Historic cemetery in Massachusetts, United States

Mount Pleasant Cemetery is a historic cemetery at Crocker, Cohannet, and Barnum Streets in Taunton, Massachusetts. Opened in 1836, but based on a family burial ground dating to the early 18th century, it is the fourth garden cemetery in the U.S. rural cemeteries, based on the early Victorian model of Mount Auburn Cemetery in Cambridge, Massachusetts. The cemetery was listed on the National Register of Historic Places in 2002.

==History==
Mount Pleasant Cemetery was established in the grounds of the King family homestead, which included burials dating to 1710; these graves are still located in the cemetery. The cemetery was designed by Easton native Joseph Wilbar, who had moved to Taunton in 1822; it appears to be the only known landscape work he has executed.
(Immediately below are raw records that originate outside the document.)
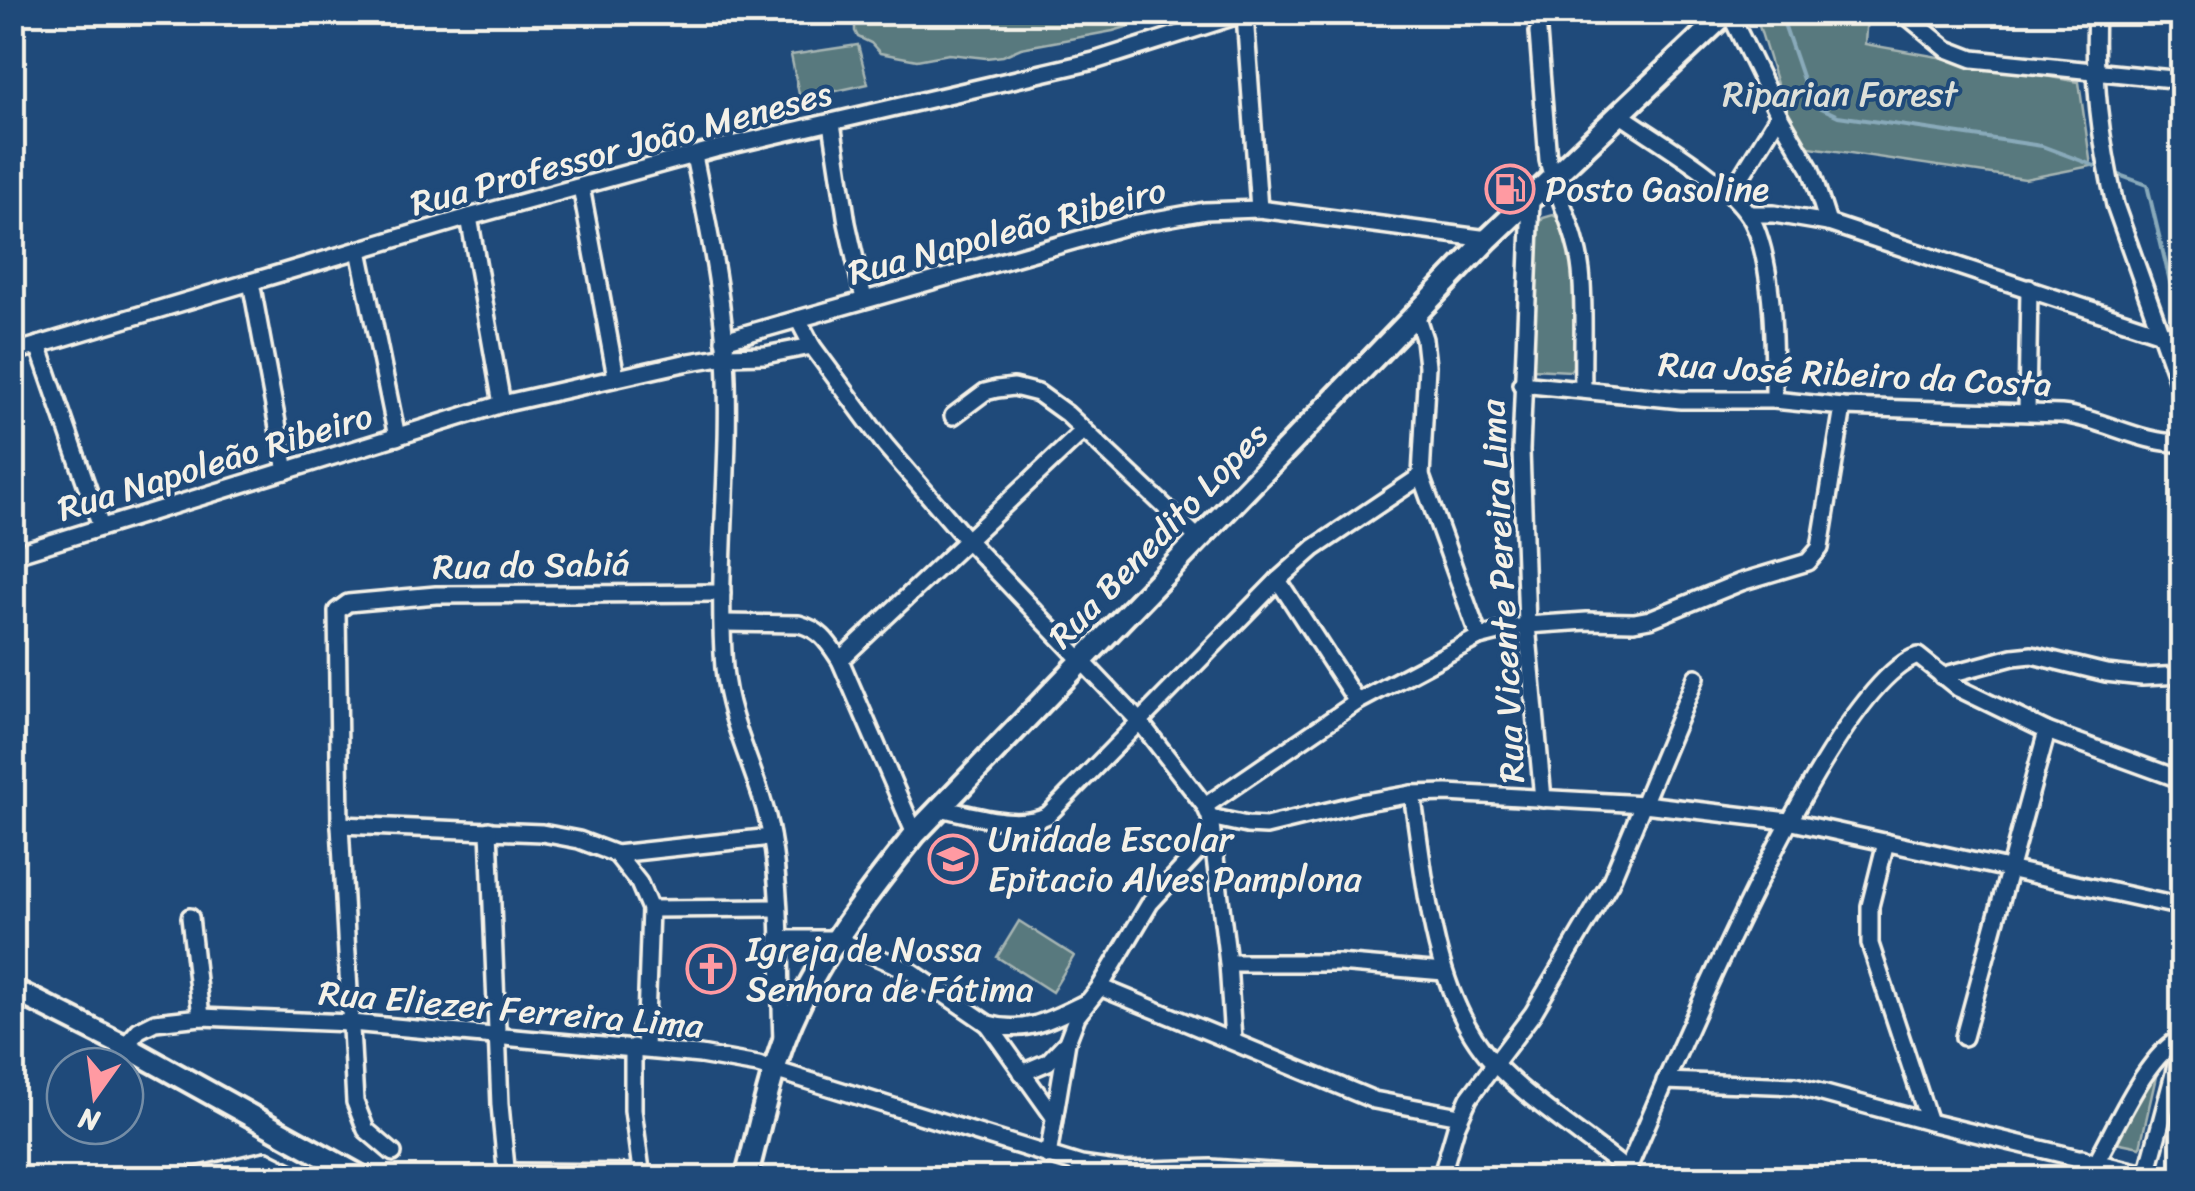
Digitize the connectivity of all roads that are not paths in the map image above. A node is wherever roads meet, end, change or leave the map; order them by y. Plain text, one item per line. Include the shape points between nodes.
1 (1728, 12) edge
2 (1902, 12) edge
3 (2096, 12) edge
4 (1246, 14) edge
5 (1219, 18) edge
6 (1538, 32) dead end
7 (2093, 73) junction
8 (2182, 80) edge
9 (1618, 113) junction
10 (1779, 114) junction
11 (832, 122) junction
12 (694, 156) junction
13 (1552, 179) junction
14 (581, 186) junction
15 (1731, 193) junction
16 (1532, 200) junction
17 (1259, 208) junction
18 (1750, 214) junction
19 (469, 216) junction
20 (1828, 223) junction
21 (1488, 239) junction
22 (360, 250) junction
23 (250, 282) junction
24 (2029, 288) junction
25 (864, 299) junction
26 (1416, 314) junction
27 (798, 319) junction
28 (2164, 334) junction
29 (2182, 334) edge
30 (38, 344) junction
31 (812, 346) junction
32 (724, 348) junction
33 (12, 352) edge
34 (616, 378) junction
35 (1522, 384) junction
36 (1583, 388) junction
37 (2182, 393) edge
38 (1774, 400) junction
39 (502, 404) junction
40 (1843, 407) junction
41 (2027, 412) junction
42 (953, 416) dead end
43 (1083, 430) junction
44 (397, 438) junction
45 (2182, 443) edge
46 (286, 471) junction
47 (1422, 476) junction
48 (101, 527) junction
49 (966, 539) junction
50 (1200, 540) junction
51 (12, 555) edge
52 (1278, 580) junction
53 (722, 593) junction
54 (722, 623) junction
55 (1527, 625) junction
56 (1479, 637) junction
57 (840, 660) junction
58 (1080, 661) junction
59 (2182, 675) edge
60 (1942, 676) junction
61 (1696, 677) dead end
62 (1357, 702) junction
63 (1140, 722) junction
64 (2047, 731) junction
65 (2182, 780) edge
66 (1412, 794) junction
67 (1543, 799) junction
68 (1644, 804) junction
69 (939, 808) junction
70 (1208, 811) junction
71 (1788, 821) junction
72 (340, 825) junction
73 (489, 830) junction
74 (915, 834) junction
75 (1212, 836) junction
76 (771, 837) junction
77 (1886, 842) junction
78 (616, 854) junction
79 (2010, 867) junction
80 (2182, 906) edge
81 (777, 908) junction
82 (650, 909) junction
83 (190, 917) dead end
84 (778, 939) junction
85 (836, 939) junction
86 (1228, 963) junction
87 (1444, 972) junction
88 (1100, 987) junction
89 (12, 989) edge
90 (1085, 1003) junction
91 (201, 1017) junction
92 (351, 1024) junction
93 (988, 1024) junction
94 (1964, 1037) dead end
95 (497, 1038) junction
96 (1233, 1040) junction
97 (2182, 1041) edge
98 (1067, 1042) junction
99 (782, 1044) junction
100 (125, 1046) joint
101 (639, 1048) junction
102 (145, 1057) edge
103 (1494, 1063) junction
104 (776, 1071) junction
105 (1022, 1073) junction
106 (1665, 1081) junction
107 (1460, 1116) junction
108 (1054, 1117) junction
109 (1929, 1122) junction
110 (393, 1153) dead end
111 (1048, 1156) junction
112 (266, 1160) junction
113 (2089, 1160) junction
114 (507, 1175) edge
115 (1631, 1175) edge
116 (641, 1176) edge
117 (2154, 1176) edge
118 (188, 1178) edge
119 (274, 1178) edge
120 (302, 1178) edge
121 (363, 1178) edge
122 (746, 1178) edge
123 (1364, 1178) edge
124 (1442, 1178) edge
125 (2076, 1178) edge

1 - 9 main road, Rua Benedito Lopes
1 - 10 street
2 - 7 street via 1958,55
3 - 7 street
4 - 5 street, Rua Professor João Meneses
4 - 17 street
5 - 11 street, Rua Professor João Meneses via 1025,78
6 - 13 street
7 - 8 street
7 - 28 street via 2115,205
9 - 13 main road, Rua Benedito Lopes
9 - 15 street
10 - 15 street
10 - 20 street via 1811,170
11 - 12 street, Rua Professor João Meneses
11 - 25 street
12 - 14 street, Rua Professor João Meneses
12 - 32 street
13 - 16 main road, Rua Benedito Lopes
13 - 36 street via 1570,217 1581,270
14 - 19 street, Rua Professor João Meneses
14 - 34 street
15 - 18 street
16 - 21 main road, Rua Benedito Lopes
16 - 35 street, Rua Vicente Pereira Lima
17 - 21 street, Rua Napoleão Ribeiro
17 - 25 street, Rua Napoleão Ribeiro via 1132,224
18 - 20 street
18 - 38 street via 1767,281
19 - 22 street, Rua Professor João Meneses
19 - 39 street
20 - 24 street
21 - 26 main road, Rua Benedito Lopes
22 - 23 street, Rua Professor João Meneses
22 - 44 street
23 - 30 street, Rua Professor João Meneses
23 - 46 street
24 - 28 street
24 - 41 street
25 - 27 street, Rua Napoleão Ribeiro
26 - 47 street via 1427,366
26 - 50 main road, Rua Benedito Lopes
27 - 31 street
27 - 32 street, Rua Napoleão Ribeiro
28 - 29 street
28 - 37 street
30 - 33 street, Rua Professor João Meneses
30 - 48 street
31 - 32 street via 764,356
31 - 49 street
32 - 34 street, Rua Napoleão Ribeiro
32 - 53 street
34 - 39 street, Rua Napoleão Ribeiro
35 - 36 street, Rua José Ribeiro da Costa
35 - 55 street, Rua Vicente Pereira Lima
36 - 38 street, Rua José Ribeiro da Costa via 1681,400
38 - 40 street, Rua José Ribeiro da Costa
39 - 44 street, Rua Napoleão Ribeiro
40 - 41 street, Rua José Ribeiro da Costa
40 - 55 street via 1820,548 1808,562 1650,619
41 - 45 street, Rua José Ribeiro da Costa via 2087,416 2152,440
42 - 43 street via 985,392 1014,387 1050,399
43 - 49 street
43 - 50 street
44 - 46 street, Rua Napoleão Ribeiro
46 - 48 street, Rua Napoleão Ribeiro
47 - 52 street
47 - 56 street
48 - 51 street, Rua Napoleão Ribeiro
49 - 57 street
49 - 58 street
50 - 58 main road, Rua Benedito Lopes
52 - 62 street
52 - 63 street
53 - 54 street
53 - 72 street, Rua do Sabiá via 436,594 342,605 336,616
54 - 57 street via 810,627
54 - 76 street via 727,695
55 - 56 street
55 - 67 street, Rua Vicente Pereira Lima
56 - 62 street
57 - 74 street
58 - 63 street
58 - 69 main road, Rua Benedito Lopes
59 - 60 street via 2106,673 2032,655
60 - 64 street
60 - 71 street via 1918,656 1882,680
61 - 68 street
62 - 70 street
63 - 69 street via 1039,819
63 - 70 street
64 - 65 street
64 - 79 street
66 - 67 street
66 - 70 street via 1266,826
66 - 87 street
67 - 68 street
68 - 71 street
68 - 103 street via 1582,934
69 - 74 main road, Rua Benedito Lopes
70 - 75 street
71 - 77 street
71 - 106 street
72 - 73 street
72 - 92 street
73 - 78 street via 564,836
73 - 95 street
74 - 85 main road, Rua Benedito Lopes
75 - 86 street
75 - 88 street via 1150,903
76 - 78 street
76 - 81 street
77 - 79 street
77 - 109 street via 1870,906 1870,944
78 - 82 street
79 - 80 street
79 - 94 street
81 - 82 street
81 - 84 street
82 - 101 street
83 - 91 street
84 - 85 street
84 - 99 street
85 - 93 street via 912,972
85 - 99 main road, Rua Benedito Lopes
86 - 87 street
86 - 96 street
87 - 103 street via 1465,1023
88 - 90 street
88 - 96 street
89 - 100 main road
90 - 93 street via 1036,1026
90 - 98 street
91 - 92 street, Rua Eliezer Ferreira Lima
91 - 100 street, Rua Eliezer Ferreira Lima via 155,1022
92 - 95 street, Rua Eliezer Ferreira Lima
92 - 110 street via 360,1118
93 - 105 street
95 - 101 street, Rua Eliezer Ferreira Lima
95 - 114 street
96 - 107 street via 1374,1100
97 - 113 street via 2151,1066
97 - 117 street
98 - 105 street via 1048,1062
98 - 108 street
99 - 104 main road, Rua Benedito Lopes
101 - 104 street, Rua Eliezer Ferreira Lima
101 - 116 street via 633,1110
102 - 121 main road
103 - 107 street
103 - 115 street
104 - 111 street, Rua Eliezer Ferreira Lima
104 - 122 main road, Rua Benedito Lopes
105 - 108 street
106 - 109 street via 1785,1084
106 - 115 street
107 - 124 street
108 - 111 street
109 - 113 street
111 - 123 street, Rua Eliezer Ferreira Lima via 1122,1171 1227,1168
112 - 118 street
112 - 119 street
112 - 120 street
113 - 117 street
113 - 125 street
114 - 116 street

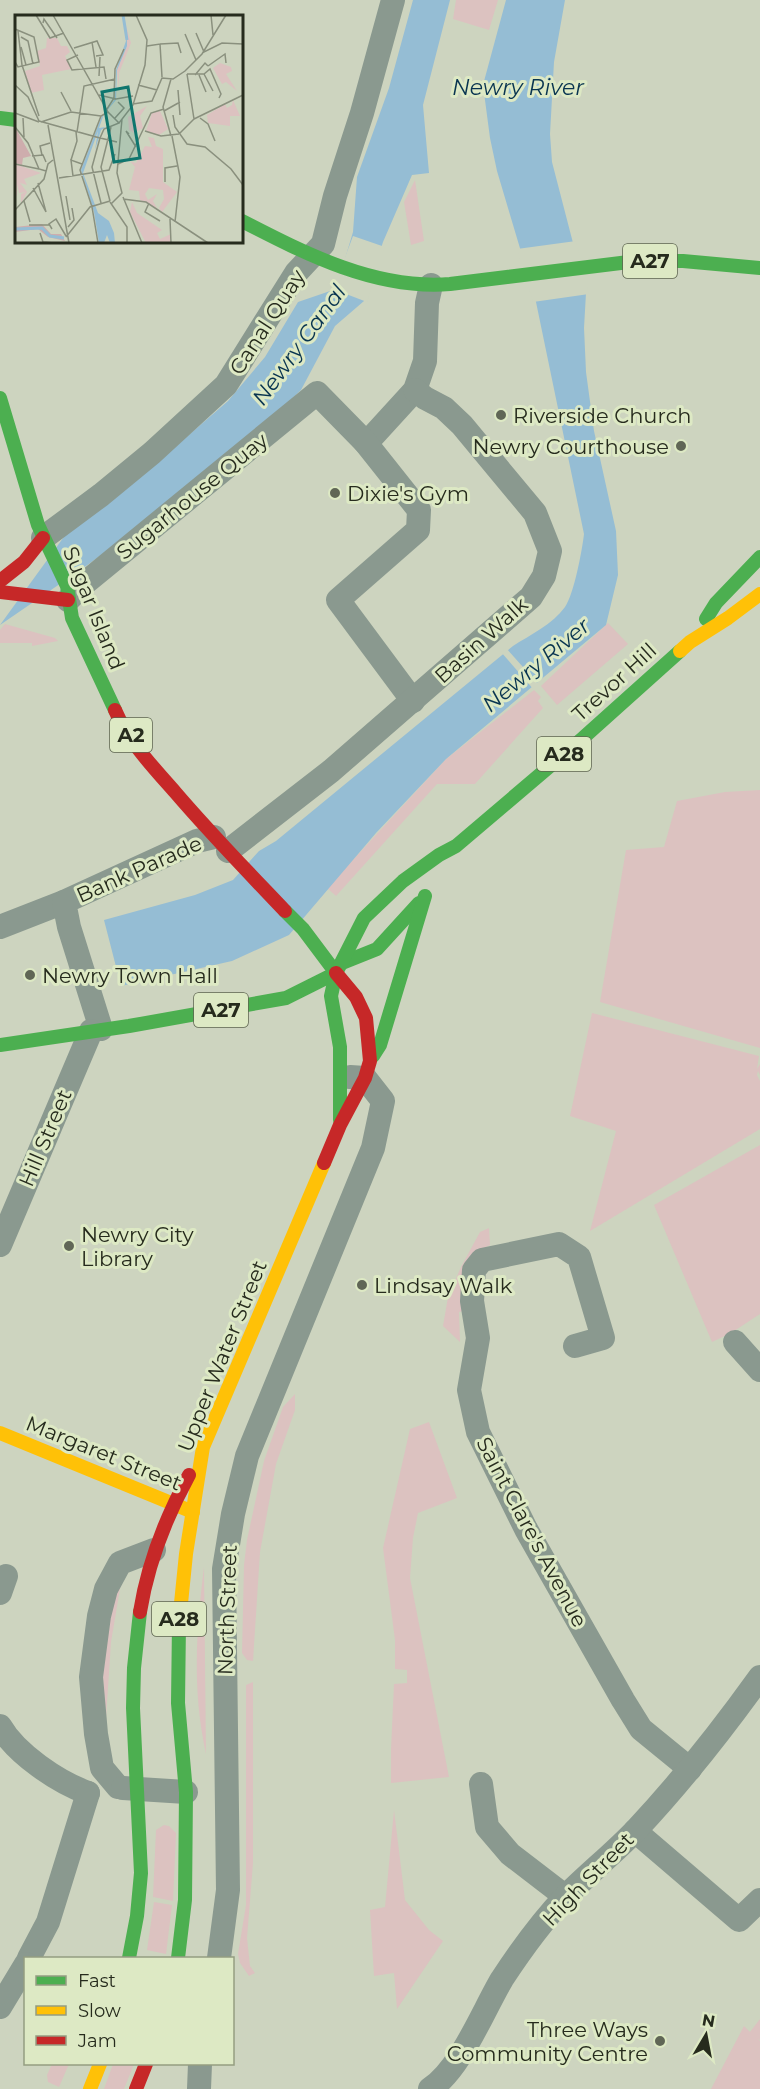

The cemetery occupies about 10 acre in a diamond-shaped lot bordered on three sides by Crocker, Cohannet and Barnum Streets, with its main gate on Crocker Street, a wrought iron gate supported by granite posts donated by Mrs. Edward King in 1926.

Mount Pleasant Cemetery was officially established on July 4, 1836, as the third "garden style" cemetery in the country. The Mount Auburn Cemetery in Cambridge, Massachusetts, was the first.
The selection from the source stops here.